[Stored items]
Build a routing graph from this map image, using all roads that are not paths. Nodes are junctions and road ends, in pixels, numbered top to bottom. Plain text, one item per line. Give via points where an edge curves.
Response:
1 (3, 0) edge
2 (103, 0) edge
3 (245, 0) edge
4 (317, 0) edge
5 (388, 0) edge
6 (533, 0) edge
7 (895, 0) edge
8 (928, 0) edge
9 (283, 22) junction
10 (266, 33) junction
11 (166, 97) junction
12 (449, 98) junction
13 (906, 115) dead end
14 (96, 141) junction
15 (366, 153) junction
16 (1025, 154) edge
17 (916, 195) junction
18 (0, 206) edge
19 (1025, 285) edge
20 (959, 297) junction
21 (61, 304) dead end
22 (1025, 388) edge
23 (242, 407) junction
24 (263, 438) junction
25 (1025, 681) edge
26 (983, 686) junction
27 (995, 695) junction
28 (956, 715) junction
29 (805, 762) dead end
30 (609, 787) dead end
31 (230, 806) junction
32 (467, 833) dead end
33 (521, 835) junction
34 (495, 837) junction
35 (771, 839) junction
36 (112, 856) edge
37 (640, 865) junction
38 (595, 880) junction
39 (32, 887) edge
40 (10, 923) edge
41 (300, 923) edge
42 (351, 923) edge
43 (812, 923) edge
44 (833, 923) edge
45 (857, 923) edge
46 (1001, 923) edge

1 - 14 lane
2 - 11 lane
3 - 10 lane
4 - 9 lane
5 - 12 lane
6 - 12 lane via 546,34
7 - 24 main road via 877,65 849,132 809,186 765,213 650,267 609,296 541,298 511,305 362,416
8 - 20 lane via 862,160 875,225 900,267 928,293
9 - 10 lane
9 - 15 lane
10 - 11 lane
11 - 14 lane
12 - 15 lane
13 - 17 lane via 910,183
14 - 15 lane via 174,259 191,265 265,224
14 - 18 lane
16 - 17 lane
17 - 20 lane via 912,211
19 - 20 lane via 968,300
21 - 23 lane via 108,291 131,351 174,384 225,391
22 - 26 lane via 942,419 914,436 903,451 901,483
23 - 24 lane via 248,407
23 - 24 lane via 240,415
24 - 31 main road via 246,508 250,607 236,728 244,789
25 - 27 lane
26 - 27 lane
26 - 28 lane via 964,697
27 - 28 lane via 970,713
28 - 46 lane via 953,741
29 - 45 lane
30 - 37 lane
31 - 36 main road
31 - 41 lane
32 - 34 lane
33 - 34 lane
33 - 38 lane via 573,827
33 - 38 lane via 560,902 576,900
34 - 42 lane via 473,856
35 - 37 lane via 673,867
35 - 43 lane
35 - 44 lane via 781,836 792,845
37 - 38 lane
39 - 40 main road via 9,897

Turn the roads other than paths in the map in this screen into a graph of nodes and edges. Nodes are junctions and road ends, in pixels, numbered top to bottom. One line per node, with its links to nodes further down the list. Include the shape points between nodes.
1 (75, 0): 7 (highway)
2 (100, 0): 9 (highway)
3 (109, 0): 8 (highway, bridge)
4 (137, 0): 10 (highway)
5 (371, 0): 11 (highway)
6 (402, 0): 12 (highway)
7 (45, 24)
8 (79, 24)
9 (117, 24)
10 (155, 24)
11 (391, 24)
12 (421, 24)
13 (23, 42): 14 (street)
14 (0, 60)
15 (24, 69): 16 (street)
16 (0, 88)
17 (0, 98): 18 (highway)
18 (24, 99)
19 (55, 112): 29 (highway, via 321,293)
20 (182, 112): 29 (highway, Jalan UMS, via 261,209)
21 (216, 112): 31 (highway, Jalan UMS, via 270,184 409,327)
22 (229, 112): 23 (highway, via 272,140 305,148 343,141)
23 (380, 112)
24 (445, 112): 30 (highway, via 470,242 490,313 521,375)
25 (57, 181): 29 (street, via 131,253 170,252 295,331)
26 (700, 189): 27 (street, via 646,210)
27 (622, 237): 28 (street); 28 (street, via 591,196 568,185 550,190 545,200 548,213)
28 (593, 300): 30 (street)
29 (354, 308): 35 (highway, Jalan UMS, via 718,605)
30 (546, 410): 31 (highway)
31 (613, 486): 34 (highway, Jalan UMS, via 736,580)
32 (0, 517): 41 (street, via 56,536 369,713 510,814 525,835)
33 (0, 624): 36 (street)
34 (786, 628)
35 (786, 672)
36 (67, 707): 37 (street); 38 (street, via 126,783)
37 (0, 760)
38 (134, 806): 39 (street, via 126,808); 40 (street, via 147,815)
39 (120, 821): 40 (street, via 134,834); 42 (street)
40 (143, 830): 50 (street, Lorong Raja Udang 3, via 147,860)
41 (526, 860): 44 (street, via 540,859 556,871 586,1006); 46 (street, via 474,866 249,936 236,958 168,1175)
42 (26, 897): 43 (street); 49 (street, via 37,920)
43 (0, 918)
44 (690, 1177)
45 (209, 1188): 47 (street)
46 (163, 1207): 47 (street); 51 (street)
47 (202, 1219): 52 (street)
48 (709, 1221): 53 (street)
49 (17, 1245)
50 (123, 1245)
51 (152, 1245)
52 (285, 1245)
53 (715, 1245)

Aim of the task
Count the lines of the data that contain the word "Jalan", and give only that number.

Result of the task
4